------ Input records ------

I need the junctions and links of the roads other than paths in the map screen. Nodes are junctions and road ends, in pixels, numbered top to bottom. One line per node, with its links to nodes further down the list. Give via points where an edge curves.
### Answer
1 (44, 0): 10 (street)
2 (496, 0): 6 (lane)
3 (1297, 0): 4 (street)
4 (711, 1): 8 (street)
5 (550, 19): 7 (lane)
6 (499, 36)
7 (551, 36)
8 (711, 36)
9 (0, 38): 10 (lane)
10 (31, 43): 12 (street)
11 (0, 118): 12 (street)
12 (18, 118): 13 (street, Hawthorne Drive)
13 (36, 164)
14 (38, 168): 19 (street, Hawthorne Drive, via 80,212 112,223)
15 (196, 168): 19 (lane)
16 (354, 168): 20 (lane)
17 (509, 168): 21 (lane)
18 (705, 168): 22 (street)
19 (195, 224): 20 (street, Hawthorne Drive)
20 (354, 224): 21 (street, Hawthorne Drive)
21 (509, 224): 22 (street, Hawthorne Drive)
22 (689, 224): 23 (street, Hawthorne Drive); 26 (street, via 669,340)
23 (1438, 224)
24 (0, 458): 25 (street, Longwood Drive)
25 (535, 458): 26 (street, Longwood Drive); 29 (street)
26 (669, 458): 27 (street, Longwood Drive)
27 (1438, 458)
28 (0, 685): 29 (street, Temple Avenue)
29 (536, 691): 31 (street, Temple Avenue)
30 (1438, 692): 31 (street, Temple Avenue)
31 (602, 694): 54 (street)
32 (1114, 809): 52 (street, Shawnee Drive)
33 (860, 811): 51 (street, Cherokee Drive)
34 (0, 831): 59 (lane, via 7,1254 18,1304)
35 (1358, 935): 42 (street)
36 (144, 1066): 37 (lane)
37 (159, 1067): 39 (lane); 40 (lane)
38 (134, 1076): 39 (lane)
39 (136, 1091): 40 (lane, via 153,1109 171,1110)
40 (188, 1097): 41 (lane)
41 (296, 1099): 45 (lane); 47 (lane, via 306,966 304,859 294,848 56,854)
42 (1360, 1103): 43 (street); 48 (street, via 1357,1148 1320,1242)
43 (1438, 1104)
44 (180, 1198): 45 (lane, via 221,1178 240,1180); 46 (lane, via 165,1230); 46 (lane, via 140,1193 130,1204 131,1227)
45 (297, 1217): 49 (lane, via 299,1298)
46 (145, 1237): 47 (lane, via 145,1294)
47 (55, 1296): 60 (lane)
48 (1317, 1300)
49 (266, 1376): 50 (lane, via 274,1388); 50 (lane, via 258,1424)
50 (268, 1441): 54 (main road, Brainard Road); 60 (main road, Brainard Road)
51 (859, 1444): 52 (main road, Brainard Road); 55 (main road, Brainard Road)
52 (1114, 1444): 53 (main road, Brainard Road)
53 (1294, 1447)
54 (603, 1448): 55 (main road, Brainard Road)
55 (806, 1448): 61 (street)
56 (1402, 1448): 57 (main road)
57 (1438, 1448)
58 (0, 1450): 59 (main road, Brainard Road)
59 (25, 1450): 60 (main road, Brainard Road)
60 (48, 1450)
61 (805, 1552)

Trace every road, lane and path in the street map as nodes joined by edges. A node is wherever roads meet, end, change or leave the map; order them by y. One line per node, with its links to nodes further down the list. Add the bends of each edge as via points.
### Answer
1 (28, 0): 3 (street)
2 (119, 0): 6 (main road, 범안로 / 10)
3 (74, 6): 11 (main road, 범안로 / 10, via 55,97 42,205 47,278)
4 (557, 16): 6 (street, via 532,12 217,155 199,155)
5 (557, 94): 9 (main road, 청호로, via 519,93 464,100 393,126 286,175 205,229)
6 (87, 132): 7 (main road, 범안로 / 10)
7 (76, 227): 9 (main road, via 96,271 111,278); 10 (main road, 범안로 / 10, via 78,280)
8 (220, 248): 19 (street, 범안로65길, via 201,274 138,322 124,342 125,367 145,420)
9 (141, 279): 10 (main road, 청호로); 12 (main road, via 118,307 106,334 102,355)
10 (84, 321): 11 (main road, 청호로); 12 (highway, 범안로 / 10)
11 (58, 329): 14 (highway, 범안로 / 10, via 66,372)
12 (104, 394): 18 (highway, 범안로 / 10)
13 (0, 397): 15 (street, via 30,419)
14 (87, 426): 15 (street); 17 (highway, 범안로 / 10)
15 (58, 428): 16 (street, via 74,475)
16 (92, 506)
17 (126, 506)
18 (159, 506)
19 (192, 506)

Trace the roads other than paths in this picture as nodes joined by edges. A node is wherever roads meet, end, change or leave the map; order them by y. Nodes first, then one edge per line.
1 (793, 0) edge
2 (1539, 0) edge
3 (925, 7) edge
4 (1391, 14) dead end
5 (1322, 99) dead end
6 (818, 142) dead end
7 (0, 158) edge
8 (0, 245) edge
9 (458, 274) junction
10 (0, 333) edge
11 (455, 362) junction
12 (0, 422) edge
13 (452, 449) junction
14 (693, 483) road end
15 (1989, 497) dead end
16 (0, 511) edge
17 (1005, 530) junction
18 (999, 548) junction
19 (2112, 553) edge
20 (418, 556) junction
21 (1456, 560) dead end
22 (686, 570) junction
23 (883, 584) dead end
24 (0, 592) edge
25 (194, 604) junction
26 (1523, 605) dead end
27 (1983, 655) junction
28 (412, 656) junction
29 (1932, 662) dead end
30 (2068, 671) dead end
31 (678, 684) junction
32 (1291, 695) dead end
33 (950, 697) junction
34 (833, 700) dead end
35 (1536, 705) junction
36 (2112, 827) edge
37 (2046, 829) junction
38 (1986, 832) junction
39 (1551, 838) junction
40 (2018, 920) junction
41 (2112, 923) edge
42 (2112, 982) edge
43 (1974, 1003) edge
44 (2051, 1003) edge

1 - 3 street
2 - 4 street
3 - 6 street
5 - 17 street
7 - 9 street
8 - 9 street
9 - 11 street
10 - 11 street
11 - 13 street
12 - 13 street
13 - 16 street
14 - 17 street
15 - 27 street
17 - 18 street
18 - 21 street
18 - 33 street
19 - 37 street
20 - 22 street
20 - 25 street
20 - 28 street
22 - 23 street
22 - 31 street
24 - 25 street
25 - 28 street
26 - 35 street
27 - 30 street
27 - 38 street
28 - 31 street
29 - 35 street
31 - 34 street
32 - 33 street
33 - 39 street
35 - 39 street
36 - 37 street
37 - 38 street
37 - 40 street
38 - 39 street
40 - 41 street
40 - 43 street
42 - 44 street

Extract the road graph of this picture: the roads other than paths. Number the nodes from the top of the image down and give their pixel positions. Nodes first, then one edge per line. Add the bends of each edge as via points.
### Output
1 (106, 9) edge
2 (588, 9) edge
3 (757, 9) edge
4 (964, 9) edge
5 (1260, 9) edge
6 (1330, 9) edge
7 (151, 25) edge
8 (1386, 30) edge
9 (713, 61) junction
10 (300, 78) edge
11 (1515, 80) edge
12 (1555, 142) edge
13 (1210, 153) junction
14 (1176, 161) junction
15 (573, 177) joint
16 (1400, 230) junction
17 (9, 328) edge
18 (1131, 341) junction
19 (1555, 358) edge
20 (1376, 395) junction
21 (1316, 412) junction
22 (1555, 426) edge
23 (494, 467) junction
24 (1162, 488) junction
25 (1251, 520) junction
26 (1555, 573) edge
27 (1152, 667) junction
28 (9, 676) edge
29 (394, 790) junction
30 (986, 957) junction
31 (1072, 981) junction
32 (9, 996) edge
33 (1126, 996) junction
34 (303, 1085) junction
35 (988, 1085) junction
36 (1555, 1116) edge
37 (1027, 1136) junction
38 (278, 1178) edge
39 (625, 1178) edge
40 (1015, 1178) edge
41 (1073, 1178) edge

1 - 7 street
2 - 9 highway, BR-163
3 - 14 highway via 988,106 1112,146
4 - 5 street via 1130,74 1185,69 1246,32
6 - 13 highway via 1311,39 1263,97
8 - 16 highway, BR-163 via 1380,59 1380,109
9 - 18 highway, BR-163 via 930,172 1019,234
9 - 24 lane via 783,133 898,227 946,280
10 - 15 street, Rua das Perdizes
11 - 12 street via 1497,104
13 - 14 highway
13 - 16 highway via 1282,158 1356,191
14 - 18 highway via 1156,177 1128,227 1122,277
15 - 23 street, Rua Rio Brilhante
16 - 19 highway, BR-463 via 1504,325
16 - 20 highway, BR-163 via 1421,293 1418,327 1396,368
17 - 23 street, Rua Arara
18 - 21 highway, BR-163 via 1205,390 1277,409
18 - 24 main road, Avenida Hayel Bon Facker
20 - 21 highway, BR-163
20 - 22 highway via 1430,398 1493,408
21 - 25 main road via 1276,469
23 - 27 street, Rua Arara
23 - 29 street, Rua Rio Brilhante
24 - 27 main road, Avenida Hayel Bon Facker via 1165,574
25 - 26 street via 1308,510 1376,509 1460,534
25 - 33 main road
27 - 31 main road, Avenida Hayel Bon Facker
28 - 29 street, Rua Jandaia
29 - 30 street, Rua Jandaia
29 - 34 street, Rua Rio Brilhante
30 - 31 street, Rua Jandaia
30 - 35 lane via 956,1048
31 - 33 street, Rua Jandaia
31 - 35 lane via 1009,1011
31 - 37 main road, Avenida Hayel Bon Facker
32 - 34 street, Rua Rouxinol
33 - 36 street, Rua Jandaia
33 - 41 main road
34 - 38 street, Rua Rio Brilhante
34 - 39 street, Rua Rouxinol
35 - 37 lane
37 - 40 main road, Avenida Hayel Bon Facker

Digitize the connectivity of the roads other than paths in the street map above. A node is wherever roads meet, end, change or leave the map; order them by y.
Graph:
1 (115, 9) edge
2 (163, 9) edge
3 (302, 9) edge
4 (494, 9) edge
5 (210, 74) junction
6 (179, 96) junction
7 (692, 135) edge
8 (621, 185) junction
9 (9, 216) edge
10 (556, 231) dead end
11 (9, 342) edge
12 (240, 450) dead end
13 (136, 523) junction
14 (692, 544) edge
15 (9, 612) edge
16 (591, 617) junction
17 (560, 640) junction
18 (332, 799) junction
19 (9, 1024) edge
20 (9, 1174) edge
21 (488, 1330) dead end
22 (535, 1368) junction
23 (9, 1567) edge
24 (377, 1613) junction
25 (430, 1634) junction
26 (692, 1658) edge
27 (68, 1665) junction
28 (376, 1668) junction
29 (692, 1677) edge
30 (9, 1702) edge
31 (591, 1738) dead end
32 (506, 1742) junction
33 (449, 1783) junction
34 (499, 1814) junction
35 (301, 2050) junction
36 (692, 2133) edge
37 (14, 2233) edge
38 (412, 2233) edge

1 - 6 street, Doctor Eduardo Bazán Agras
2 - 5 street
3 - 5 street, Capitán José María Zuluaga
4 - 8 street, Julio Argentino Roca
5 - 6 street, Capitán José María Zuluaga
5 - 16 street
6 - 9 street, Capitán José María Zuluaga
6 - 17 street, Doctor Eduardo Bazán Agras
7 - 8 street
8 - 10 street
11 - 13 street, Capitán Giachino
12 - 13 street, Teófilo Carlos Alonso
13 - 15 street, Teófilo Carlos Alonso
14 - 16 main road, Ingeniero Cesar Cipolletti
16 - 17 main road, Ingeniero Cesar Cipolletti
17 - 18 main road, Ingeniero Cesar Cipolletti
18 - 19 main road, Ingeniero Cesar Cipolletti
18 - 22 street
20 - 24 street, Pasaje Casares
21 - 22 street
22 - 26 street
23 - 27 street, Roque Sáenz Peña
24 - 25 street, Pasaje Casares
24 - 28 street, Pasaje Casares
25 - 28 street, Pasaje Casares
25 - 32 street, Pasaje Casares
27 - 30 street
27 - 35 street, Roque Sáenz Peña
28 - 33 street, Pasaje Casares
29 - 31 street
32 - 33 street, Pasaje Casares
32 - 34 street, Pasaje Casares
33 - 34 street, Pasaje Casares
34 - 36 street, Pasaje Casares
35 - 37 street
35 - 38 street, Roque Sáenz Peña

------

* [Aim of the exercise]:
Copy out every line of the entries where the string "Capitán" shows up.

* [Output for this exercise]:
3 - 5 street, Capitán José María Zuluaga
5 - 6 street, Capitán José María Zuluaga
6 - 9 street, Capitán José María Zuluaga
11 - 13 street, Capitán Giachino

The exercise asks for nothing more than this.